- **Task goal**
The expected answer comprises all lines from the entries that contain the string "other".

Dataset entries
########

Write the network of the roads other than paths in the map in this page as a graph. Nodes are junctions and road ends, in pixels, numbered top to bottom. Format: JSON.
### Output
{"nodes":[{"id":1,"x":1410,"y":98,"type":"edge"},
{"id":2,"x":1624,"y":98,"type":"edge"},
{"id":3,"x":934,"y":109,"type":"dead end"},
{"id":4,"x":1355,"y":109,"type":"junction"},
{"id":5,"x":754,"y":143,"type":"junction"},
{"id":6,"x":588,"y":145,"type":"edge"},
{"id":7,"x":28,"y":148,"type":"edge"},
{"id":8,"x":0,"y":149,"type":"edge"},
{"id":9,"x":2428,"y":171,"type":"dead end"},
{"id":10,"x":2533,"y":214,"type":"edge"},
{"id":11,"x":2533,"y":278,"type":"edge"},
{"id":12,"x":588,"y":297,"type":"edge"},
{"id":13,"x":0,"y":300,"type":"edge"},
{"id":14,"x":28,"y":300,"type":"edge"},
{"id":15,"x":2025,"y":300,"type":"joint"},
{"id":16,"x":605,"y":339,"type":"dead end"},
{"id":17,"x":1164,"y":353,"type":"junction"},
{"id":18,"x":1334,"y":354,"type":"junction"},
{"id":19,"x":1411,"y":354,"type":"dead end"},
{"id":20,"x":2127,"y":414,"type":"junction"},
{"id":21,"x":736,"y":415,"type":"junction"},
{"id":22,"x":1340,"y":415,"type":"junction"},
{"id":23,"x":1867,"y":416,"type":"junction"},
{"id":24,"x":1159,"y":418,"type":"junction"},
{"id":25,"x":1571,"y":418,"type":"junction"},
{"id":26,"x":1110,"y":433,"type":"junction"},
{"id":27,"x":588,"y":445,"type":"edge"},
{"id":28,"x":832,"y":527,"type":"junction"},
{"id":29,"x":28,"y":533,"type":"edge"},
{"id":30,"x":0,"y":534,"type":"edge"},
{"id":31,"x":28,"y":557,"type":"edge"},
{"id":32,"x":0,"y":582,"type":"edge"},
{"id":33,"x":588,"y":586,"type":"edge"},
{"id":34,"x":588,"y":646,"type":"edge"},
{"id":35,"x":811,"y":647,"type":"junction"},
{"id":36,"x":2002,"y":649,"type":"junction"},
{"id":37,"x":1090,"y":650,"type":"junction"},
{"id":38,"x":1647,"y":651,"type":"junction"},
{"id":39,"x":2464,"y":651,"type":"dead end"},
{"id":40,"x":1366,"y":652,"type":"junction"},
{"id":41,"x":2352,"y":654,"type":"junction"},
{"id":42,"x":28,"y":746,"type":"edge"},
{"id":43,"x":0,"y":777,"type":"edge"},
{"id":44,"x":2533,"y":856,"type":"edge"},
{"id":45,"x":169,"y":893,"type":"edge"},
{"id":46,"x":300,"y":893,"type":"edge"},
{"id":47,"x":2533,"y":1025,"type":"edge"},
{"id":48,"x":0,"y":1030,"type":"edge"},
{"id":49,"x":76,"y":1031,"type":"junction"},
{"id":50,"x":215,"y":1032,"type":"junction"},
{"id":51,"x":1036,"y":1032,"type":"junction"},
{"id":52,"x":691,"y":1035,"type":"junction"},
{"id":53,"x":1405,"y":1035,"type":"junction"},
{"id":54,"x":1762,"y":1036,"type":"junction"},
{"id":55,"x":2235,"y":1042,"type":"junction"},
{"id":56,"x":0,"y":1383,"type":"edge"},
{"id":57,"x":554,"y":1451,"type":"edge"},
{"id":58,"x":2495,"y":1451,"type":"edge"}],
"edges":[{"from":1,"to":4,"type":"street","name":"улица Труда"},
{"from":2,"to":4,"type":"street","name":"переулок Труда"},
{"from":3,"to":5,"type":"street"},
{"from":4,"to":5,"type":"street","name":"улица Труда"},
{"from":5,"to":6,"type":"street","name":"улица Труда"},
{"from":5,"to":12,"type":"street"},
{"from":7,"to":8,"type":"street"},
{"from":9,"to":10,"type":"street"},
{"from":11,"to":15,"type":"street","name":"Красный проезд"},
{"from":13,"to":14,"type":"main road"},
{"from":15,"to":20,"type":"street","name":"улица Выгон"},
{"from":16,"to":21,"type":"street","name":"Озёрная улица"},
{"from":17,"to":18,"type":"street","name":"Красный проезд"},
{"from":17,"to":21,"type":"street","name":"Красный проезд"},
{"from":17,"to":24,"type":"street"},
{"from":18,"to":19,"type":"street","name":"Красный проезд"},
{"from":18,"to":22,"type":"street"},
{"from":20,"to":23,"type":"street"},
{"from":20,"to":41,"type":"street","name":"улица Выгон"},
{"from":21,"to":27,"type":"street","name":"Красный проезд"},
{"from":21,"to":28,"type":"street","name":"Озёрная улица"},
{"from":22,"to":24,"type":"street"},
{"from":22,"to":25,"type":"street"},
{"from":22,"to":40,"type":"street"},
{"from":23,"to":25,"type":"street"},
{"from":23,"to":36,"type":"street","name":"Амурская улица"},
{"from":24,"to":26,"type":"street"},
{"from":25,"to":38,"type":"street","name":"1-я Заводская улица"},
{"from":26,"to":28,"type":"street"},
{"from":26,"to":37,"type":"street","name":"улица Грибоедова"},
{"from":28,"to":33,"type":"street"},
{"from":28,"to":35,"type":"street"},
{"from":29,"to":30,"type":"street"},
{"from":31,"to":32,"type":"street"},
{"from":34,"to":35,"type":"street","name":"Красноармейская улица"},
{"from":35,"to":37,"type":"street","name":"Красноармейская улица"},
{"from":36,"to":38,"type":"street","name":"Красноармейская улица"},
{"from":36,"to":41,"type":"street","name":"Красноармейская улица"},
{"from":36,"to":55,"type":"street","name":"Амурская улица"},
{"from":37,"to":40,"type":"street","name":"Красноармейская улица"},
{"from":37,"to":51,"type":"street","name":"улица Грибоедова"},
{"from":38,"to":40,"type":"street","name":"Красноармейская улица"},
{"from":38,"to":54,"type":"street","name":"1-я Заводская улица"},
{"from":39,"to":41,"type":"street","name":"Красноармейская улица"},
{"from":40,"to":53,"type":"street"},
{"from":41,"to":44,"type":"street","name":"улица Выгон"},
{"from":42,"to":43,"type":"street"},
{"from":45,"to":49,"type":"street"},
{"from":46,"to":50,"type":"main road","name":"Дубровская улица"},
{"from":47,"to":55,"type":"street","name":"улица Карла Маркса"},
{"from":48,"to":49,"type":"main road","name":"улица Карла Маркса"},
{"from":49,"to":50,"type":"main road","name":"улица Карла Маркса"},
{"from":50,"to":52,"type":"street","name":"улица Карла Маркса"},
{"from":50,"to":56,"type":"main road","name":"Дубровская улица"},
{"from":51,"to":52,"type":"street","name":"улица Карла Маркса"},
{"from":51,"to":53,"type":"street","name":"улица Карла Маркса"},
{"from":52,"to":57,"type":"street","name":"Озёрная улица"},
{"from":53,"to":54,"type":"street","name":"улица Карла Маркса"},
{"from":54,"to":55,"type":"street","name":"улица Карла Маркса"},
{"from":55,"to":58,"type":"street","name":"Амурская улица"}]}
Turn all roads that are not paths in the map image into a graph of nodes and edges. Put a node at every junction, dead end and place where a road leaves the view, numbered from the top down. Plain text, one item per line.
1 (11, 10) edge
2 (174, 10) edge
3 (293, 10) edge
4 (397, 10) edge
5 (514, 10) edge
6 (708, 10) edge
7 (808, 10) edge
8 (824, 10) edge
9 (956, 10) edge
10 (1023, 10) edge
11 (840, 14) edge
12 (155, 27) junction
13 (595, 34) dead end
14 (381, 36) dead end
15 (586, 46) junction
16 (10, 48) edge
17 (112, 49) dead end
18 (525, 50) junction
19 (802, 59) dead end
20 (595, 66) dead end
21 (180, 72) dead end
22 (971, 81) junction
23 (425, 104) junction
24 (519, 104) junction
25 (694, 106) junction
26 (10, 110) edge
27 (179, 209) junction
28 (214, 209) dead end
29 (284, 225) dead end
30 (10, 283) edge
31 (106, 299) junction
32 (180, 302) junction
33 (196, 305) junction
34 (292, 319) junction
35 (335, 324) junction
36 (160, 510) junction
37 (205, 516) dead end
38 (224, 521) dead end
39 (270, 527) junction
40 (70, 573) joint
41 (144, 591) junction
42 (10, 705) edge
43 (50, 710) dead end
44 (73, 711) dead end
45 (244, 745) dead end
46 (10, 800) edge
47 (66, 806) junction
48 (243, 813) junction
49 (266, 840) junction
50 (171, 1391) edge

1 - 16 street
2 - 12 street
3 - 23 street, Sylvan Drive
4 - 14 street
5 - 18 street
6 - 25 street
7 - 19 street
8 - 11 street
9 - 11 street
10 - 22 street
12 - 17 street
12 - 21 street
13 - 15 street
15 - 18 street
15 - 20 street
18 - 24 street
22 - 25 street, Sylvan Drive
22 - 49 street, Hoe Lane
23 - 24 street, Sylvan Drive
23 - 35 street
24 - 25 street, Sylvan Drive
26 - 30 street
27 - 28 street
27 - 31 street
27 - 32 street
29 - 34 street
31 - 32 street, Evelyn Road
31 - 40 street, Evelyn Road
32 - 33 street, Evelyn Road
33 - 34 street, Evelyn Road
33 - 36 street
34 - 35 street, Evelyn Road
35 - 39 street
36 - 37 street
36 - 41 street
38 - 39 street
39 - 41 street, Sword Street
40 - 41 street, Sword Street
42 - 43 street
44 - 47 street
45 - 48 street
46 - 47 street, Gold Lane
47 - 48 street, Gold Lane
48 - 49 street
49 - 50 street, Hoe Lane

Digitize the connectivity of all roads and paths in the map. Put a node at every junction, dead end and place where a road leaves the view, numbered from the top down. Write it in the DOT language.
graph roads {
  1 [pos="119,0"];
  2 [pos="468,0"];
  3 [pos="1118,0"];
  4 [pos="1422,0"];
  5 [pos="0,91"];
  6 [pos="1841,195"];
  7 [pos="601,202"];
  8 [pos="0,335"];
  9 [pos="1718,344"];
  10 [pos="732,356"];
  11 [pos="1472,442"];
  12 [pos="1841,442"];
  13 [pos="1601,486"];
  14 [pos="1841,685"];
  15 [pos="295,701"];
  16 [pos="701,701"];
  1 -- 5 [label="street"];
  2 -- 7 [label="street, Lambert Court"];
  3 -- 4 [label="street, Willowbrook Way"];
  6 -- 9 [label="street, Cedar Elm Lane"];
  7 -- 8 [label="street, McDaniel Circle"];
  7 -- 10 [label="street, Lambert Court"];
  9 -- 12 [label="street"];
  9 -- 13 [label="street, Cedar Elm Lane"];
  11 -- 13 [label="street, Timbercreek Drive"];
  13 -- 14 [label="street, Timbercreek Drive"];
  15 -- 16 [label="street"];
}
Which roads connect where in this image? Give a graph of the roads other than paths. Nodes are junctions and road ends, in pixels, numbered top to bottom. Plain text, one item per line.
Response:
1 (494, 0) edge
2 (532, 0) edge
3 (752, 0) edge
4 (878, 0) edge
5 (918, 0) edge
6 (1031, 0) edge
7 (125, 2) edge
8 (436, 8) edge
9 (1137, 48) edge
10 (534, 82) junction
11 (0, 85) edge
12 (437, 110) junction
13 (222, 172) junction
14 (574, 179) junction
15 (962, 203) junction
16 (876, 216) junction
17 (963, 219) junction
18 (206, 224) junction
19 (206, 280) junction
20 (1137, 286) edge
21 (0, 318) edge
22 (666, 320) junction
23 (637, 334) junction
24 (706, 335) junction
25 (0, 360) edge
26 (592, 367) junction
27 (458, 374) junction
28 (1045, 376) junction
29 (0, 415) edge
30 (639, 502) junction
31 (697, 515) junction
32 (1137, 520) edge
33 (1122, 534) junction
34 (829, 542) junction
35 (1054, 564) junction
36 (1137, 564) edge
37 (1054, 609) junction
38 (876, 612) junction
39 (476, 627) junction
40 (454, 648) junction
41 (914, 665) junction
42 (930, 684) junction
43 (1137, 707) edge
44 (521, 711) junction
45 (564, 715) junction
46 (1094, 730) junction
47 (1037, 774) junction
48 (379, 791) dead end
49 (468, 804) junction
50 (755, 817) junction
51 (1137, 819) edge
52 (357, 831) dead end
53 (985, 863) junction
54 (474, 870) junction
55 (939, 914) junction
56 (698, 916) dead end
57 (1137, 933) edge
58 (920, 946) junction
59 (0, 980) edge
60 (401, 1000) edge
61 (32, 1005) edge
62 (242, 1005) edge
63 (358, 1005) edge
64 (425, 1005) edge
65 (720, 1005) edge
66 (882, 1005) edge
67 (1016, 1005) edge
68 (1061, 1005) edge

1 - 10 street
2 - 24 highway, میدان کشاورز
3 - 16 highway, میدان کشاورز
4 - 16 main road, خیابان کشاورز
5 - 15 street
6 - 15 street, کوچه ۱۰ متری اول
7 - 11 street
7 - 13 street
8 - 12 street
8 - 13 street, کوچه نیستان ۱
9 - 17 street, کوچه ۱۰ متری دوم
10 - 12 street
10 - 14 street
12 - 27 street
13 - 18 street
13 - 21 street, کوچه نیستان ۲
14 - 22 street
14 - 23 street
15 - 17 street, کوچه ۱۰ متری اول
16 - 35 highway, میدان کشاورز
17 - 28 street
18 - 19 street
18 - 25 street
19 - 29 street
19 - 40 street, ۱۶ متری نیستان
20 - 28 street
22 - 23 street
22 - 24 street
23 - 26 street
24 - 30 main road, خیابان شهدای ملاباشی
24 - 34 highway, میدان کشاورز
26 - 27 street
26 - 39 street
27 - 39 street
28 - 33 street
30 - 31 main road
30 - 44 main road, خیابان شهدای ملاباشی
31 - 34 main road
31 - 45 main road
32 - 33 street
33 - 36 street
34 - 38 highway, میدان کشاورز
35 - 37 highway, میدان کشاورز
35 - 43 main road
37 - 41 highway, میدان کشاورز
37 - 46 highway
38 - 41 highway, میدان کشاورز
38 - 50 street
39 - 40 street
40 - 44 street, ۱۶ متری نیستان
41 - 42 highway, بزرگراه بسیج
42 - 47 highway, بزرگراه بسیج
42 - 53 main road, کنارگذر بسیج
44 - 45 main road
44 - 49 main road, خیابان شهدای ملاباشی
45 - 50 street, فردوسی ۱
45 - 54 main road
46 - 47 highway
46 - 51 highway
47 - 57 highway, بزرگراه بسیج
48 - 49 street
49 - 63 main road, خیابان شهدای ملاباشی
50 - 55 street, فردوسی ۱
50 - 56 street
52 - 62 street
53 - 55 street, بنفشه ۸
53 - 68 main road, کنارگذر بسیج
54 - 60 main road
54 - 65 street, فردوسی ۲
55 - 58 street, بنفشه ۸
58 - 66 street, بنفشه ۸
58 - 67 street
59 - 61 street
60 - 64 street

########

- **Solution to this task**
Write the network of the roads other than paths in the map in this page as a graph. Nodes are junctions and road ends, in pixels, numbered top to bottom. Format: JSON.
Which roads connect where in this image? Give a graph of the roads other than paths. Nodes are junctions and road ends, in pixels, numbered top to bottom. Plain text, one item per line.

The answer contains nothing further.